DFB-Stürmer wehren sich gegen angebliche Krise

tok
04. September 2003, 10:53 Uhr

Vor dem EM-Qualifikationsspiel gegen Island hoffen die Nationalstürmer auf ein Ende der Torflaute und setzten auf die Unterstützung aus dem Mittelfeld. "Ich erhoffe mir von Ballack und Deisler viel", so Fredi Bobic.

Vor dem EM-Qualifikationsspiel gegen Island weisen die Stürmer der Nationalmannschaft Angriffe gegen ihre Reihen zurück. "Wir haben keine Krise. Es gibt immer mal Situationen, in denen man das Tor nicht trifft", wehrt sich Fredi Bobic. Der Stürmer hofft dabei auf Unterstützung aus dem Mittelfeld. "Ich erhoffe mir von Michael Ballack und Sebastian Deisler eine ganze Menge. Sie geben neue Impulse und können mit ihren Flanken und Pässen uns Stürmer in gute Positionen bringen", sagt Bobic, der seit seinem Wechsel von Hannover 96 zu Hertha BSC weder in der Meisterschaft noch im Pokal oder für die Nationalelf ins Schwarze getroffen hat.

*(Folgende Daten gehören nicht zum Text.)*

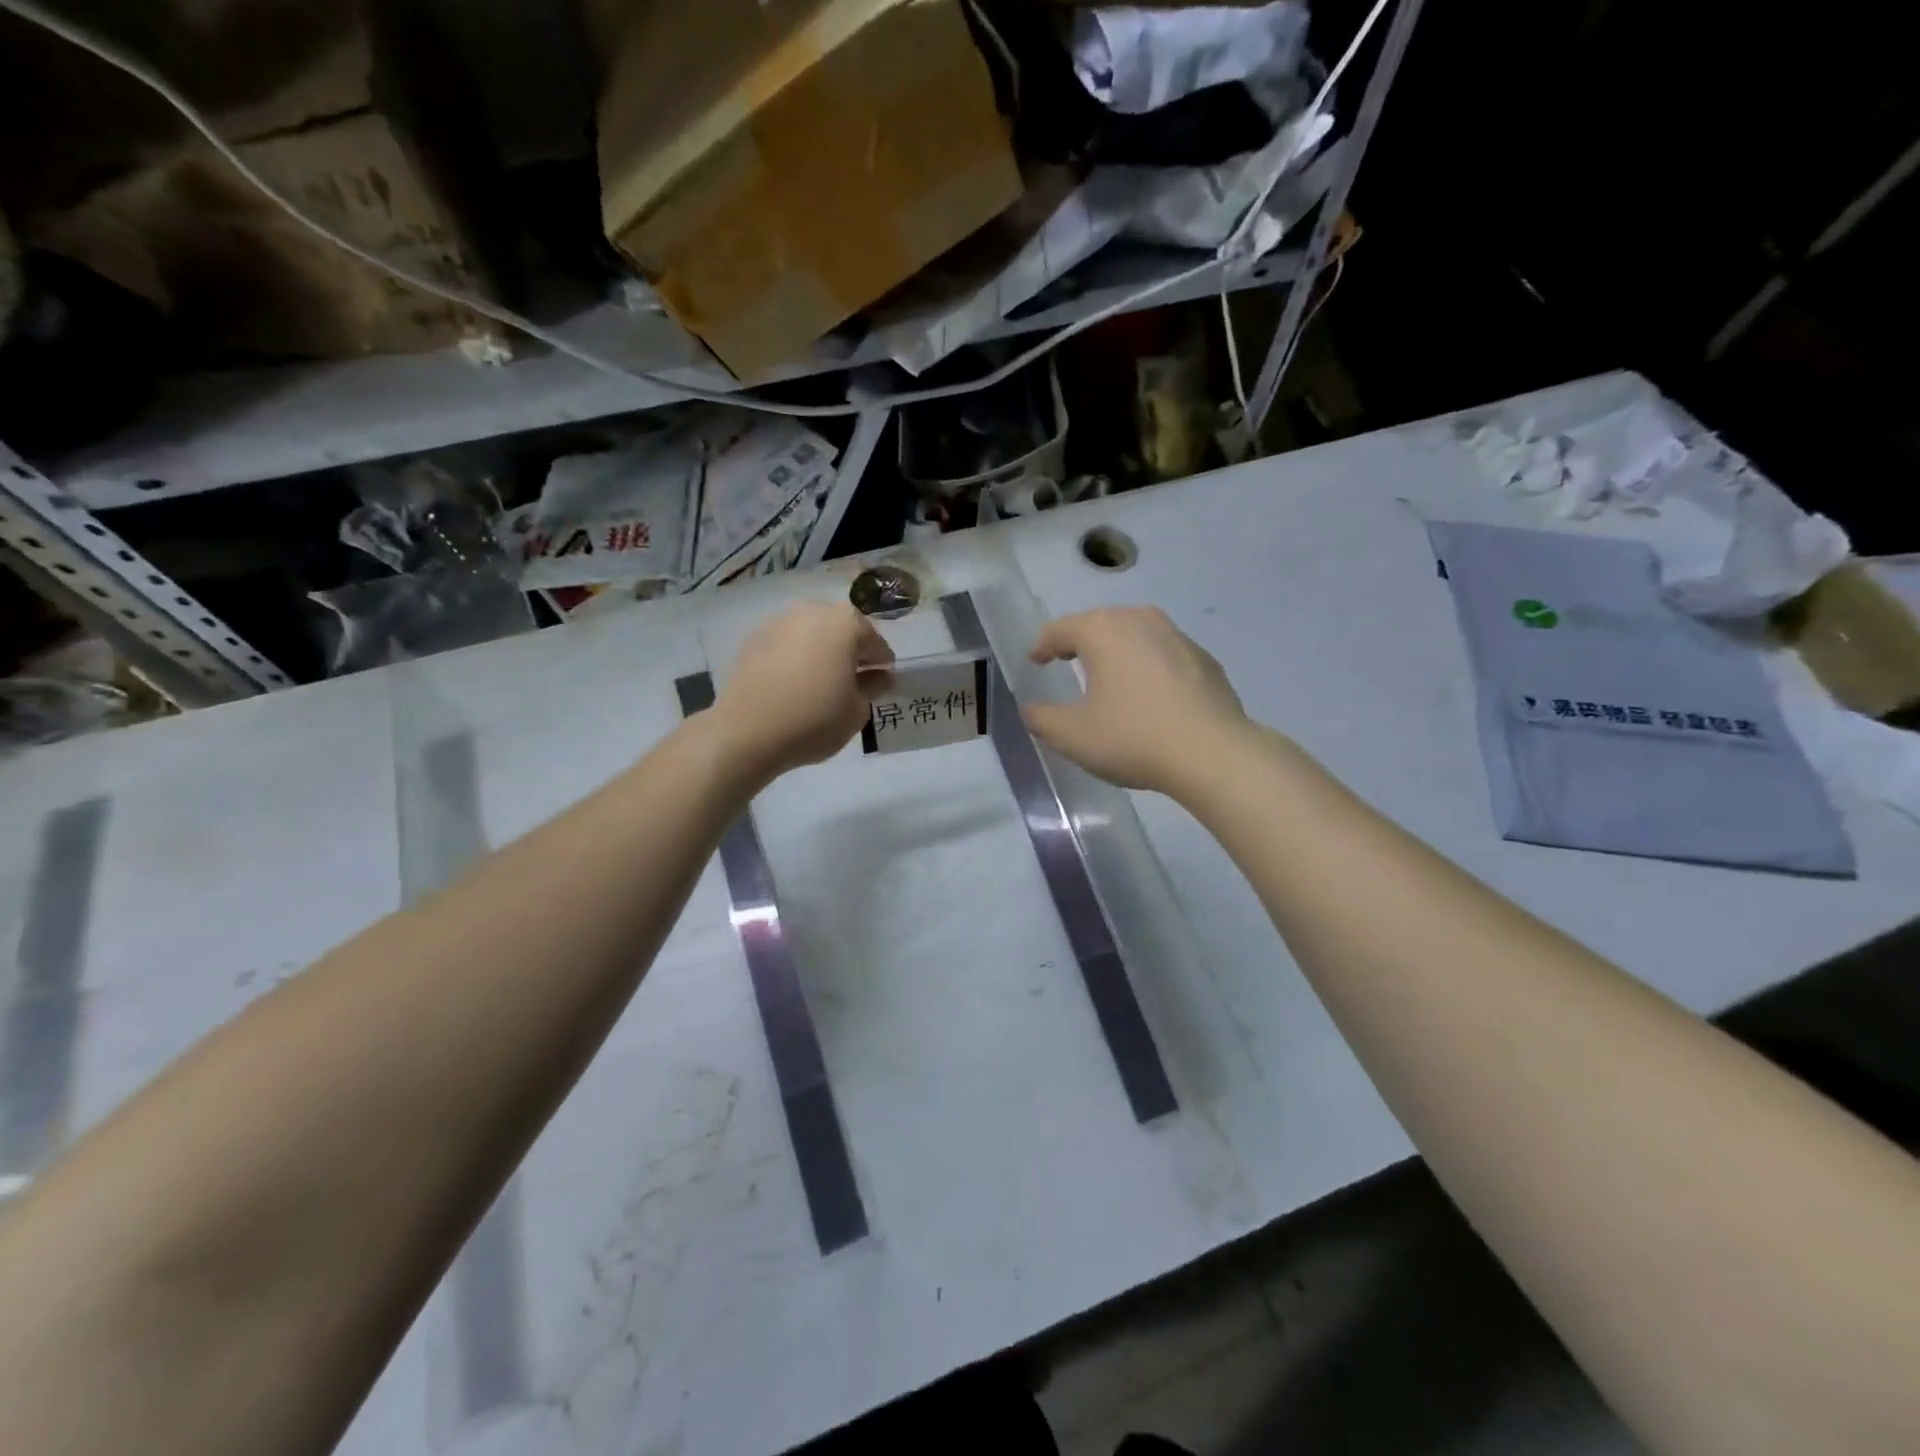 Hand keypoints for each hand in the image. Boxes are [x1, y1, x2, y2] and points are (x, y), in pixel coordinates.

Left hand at [710, 602, 893, 781]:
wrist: (748, 731)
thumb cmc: (815, 718)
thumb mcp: (857, 709)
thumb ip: (873, 686)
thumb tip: (879, 676)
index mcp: (846, 622)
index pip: (875, 642)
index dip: (881, 663)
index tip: (882, 682)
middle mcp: (812, 611)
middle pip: (841, 630)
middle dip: (850, 652)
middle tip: (853, 681)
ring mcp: (779, 622)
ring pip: (811, 634)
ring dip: (821, 652)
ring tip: (821, 683)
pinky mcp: (753, 639)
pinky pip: (786, 645)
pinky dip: (795, 658)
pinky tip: (794, 684)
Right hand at [1023, 607, 1251, 795]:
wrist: (1213, 754)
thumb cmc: (1133, 738)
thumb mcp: (1072, 736)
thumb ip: (1042, 719)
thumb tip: (1030, 709)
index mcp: (1103, 631)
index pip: (1061, 629)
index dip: (1043, 645)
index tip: (1035, 661)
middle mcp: (1140, 620)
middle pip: (1100, 623)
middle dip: (1080, 641)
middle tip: (1066, 660)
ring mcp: (1177, 636)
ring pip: (1135, 634)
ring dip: (1116, 650)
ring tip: (1107, 673)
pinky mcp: (1204, 659)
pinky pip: (1163, 653)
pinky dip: (1147, 665)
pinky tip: (1148, 693)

Völler läßt Aufstellung noch offen

"Fredi ist so erfahren, er weiß selbst am besten, wie man mit so einer Situation umgeht", urteilt DFB-Teamchef Rudi Völler. Auch Miroslav Klose, trotz immerhin schon jeweils einem Treffer in der Meisterschaft und im Pokal mit dem 1. FC Kaiserslautern gleich wieder im Chaos versunken, stärkt der Teamchef den Rücken: "Miro hat sich in der Vergangenheit schon öfter aus solchen Situationen befreit und dann in der Nationalmannschaft wichtige Tore geschossen." Ob Klose, trotz seiner starken Ausbeute mit 15 Treffern in 30 Einsätzen für den DFB zuletzt gegen die Färöer (2:0) und Italien (0:1) zunächst nur auf der Bank, oder Bobic, mit fünf Toren aus den letzten acht Länderspielen derzeit bester Torschütze, in Reykjavk von Beginn an spielen wird, lässt Völler aber noch offen.

Kuranyi hofft auf seinen Einsatz

Im Sturm gesetzt ist lediglich der Leverkusener Oliver Neuville, der mit drei Bundesliga-Toren und zwei Treffern im Pokal in dieser Saison zu neuer Hochform aufläuft, obwohl er alles andere als ein typischer Torjäger ist. "Oliver hat nach der schwierigen vergangenen Saison den Kopf wieder frei. Er traut sich wieder viel mehr zu", erklärt Völler, der im Training vor dem Abflug nach Island den quirligen Bayer-Angreifer gemeinsam mit Klose spielen ließ. Nur Ersatz ist Jungstar Kevin Kuranyi, der nach seinem Höhenflug in der vergangenen Spielzeit mit 15 Treffern für den VfB Stuttgart in dieser Saison ebenfalls noch die Null auf seinem Konto stehen hat. "Ich bin froh, dass ich überhaupt dabei bin. Natürlich hoffe ich, dass ich zum Einsatz komme", sagt der dreimalige Nationalspieler, der immer noch auf sein erstes Länderspieltor wartet.